Last Updated 6th December 2019
TERMS AND CONDITIONS
Please read these terms and conditions carefully before using our services. By engaging our services, you agree to be bound by these terms and conditions.
1. Definition of Terms
1.1 “The Client” means any person, company, partnership, organization or body at whose application, Matthew Gaunt Associates agrees to provide the products and / or services under the terms of the agreement.
1.2 “Matthew Gaunt Associates” is the primary service provider.
1.3 “The Agreement” means the contract between Matthew Gaunt Associates and the Client to which these conditions will apply.
1.4 “Order” is the request by the Client for products and / or services in the agreement. It is deemed to be a written or verbal contract between Matthew Gaunt Associates and the
Client; this includes telephone and email agreements.
1.5 “Deliverables” are the outputs of services to be supplied under the agreement and shall include but are not limited to, all digital and written material, including documents, presentations, emails and other documentation.
2. Deliverables:
2.1 We will provide management consulting services as outlined in the agreed-upon scope of work.
2.2 The services will be delivered by one of our team of experienced consultants, who will exercise their professional expertise in providing advice and recommendations.
2.3 The named Client is engaging Matthew gaunt Associates, as an independent contractor for the specific purpose of providing the agreed services.
3. Client Obligations:
3.1 The client shall provide accurate and complete information necessary for us to perform our services effectively.
3.2 The client acknowledges that our services are advisory in nature and that the final decision-making authority rests with the client.
4. Fees and Payment:
4.1 The client agrees to pay the agreed-upon fees for the services provided.
4.2 Payment terms are outlined in the invoice and must be adhered to. For the avoidance of doubt, where payment terms are not specified, all invoices shall be due in 14 days.
4.3 In the event of non-payment, we reserve the right to suspend or terminate our services.
4.4 Failure to make payment of invoice will result in a 14 day notice period and therefore after that period interest will be charged at 20% of the outstanding.
5. Confidentiality:
5.1 We understand the sensitive nature of the information shared by the client and will treat it as strictly confidential.
5.2 Both parties agree not to disclose any confidential information to any third party without the prior written consent of the other party, except as required by law.
6. Intellectual Property:
6.1 Any intellectual property rights arising from the services provided by us shall remain the property of our consulting firm.
6.2 The client shall not reproduce, distribute, or disclose any of our proprietary information without prior written permission.
6.3 All material supplied by the Client shall remain the Client’s property. It will be assumed that this material belongs to the Client and that it does not breach any copyright laws.
6.4 Matthew Gaunt Associates cannot take responsibility for any copyright infringements caused by materials submitted by the Client. We reserve the right to refuse any material of a copyrighted nature unless adequate proof is given of permission to use such material.

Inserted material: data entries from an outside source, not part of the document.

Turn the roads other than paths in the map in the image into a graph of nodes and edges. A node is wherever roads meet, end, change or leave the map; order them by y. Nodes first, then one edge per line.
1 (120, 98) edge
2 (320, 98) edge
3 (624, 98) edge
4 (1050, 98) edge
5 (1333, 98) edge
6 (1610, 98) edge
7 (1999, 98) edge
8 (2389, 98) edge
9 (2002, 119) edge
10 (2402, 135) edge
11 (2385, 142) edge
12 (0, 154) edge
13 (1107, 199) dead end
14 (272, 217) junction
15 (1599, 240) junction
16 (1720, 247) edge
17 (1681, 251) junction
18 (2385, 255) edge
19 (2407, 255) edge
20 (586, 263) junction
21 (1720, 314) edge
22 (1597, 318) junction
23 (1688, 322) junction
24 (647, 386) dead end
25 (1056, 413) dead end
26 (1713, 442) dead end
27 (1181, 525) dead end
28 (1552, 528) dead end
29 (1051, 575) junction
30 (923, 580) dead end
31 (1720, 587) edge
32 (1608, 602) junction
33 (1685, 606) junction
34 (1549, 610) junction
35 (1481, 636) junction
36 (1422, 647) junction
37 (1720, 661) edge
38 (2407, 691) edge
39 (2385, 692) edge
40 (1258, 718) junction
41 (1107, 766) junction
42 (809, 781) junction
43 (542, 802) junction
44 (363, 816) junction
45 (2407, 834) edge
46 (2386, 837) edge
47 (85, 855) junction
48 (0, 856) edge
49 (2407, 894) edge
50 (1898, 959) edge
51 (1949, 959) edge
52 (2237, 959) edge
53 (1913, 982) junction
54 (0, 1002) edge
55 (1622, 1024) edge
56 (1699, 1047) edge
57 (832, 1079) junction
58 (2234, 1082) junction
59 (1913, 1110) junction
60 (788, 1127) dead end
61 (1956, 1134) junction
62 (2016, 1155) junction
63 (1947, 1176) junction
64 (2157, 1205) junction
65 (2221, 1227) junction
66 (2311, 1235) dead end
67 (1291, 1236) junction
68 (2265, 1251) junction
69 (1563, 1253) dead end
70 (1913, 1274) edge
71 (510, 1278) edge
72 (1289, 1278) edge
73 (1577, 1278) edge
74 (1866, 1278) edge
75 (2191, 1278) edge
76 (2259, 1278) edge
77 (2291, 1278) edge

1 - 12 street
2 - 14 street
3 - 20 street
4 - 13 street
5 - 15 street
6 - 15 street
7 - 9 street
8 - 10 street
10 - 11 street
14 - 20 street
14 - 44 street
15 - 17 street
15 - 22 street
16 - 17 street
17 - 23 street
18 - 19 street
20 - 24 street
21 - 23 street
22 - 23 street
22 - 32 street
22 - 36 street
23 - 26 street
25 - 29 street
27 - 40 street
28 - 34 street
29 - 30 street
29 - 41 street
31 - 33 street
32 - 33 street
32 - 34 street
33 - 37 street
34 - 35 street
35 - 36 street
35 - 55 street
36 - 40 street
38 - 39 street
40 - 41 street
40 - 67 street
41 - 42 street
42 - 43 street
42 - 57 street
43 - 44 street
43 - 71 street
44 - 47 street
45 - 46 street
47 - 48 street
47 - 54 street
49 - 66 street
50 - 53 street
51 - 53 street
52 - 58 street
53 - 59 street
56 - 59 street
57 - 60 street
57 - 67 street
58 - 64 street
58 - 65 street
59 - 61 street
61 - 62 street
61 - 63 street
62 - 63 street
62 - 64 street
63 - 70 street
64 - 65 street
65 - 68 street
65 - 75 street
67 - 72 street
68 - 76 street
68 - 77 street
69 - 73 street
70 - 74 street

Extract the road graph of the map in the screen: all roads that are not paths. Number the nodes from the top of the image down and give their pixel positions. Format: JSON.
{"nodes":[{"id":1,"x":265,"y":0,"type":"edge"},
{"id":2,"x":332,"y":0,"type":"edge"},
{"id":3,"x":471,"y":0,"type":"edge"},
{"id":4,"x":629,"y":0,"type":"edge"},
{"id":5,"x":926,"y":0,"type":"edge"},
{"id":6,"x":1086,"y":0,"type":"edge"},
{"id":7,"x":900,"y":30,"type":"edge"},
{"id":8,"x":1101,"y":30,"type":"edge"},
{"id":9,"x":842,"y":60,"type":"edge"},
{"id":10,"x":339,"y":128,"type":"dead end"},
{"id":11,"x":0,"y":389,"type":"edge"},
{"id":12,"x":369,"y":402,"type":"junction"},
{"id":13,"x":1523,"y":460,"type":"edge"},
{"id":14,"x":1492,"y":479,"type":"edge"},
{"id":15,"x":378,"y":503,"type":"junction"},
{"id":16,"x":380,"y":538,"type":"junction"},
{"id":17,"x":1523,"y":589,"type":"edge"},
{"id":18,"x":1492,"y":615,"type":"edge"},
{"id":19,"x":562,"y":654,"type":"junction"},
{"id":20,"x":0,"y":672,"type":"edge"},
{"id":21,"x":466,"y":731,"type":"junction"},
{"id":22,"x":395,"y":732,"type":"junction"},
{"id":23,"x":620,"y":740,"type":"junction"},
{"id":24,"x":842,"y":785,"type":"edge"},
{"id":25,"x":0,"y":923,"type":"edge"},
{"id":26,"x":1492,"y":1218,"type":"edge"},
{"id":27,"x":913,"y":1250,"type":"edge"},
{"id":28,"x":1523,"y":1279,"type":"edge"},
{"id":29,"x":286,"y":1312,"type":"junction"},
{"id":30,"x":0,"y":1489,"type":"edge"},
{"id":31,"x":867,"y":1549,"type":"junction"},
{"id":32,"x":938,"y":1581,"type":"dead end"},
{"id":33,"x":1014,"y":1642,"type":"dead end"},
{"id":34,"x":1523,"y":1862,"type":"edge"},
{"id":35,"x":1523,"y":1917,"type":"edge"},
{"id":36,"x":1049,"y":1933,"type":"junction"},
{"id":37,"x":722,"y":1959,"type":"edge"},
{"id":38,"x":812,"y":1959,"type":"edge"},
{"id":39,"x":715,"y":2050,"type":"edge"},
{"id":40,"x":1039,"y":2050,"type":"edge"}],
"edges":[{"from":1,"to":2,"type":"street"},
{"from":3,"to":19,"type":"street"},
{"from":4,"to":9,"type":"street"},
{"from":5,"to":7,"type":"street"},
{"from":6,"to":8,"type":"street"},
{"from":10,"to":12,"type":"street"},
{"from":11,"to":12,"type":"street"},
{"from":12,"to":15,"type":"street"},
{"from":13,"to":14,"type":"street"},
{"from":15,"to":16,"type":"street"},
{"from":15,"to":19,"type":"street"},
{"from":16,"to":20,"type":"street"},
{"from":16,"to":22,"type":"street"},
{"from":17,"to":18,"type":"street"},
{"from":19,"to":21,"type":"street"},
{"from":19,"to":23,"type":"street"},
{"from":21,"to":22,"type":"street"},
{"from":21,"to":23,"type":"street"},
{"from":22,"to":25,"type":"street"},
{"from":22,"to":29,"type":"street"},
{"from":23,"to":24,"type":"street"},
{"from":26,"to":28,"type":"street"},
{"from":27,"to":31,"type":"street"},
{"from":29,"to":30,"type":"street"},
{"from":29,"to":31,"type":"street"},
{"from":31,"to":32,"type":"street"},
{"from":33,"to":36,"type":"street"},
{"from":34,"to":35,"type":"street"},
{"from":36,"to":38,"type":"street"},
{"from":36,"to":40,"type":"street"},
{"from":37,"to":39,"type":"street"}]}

6.5 The Client unconditionally guarantees that any information furnished to Matthew Gaunt Associates are owned by the Client, or that the Client has permission from the rightful owner to use each of these, and will hold harmless, protect and defend Matthew Gaunt Associates and its subcontractors from any claim or suit arising from the use of such elements furnished by the Client.
6.6 Matthew Gaunt Associates reserve the right to refuse to handle in any way, material which may be deemed offensive, illegal or in any way controversial, and also to terminate the service should the necessity arise.
7. Liability:
7.1 We will exercise reasonable care and skill in providing our services; however, we do not guarantee specific results.
7.2 We shall not be liable for any direct, indirect, incidental, or consequential damages arising from the use of our services.
8. Termination:
8.1 Either party may terminate the engagement by providing written notice to the other party.
8.2 In the event of termination, the client shall pay for all services provided up to the termination date.
9. Marketing
9.1 Matthew Gaunt Associates reserves the right to include a ‘logo’ and/or link back to their website from the Client’s website.
10. Force Majeure:
10.1 We shall not be held liable for any delay or failure to perform our services due to circumstances beyond our reasonable control, such as acts of God, natural disasters, or governmental actions.
11. Governing Law and Jurisdiction:
11.1 These terms and conditions shall be governed by and interpreted and enforced in accordance with the laws of the United Kingdom applicable therein without reference to rules governing choice of laws. You irrevocably consent to the jurisdiction of such courts
11.2 Any disputes arising out of or in connection with these terms and conditions shall be subject to the exclusive jurisdiction of the courts of the United Kingdom
By engaging our management consulting services, you acknowledge that you have read, understood, and agreed to these terms and conditions.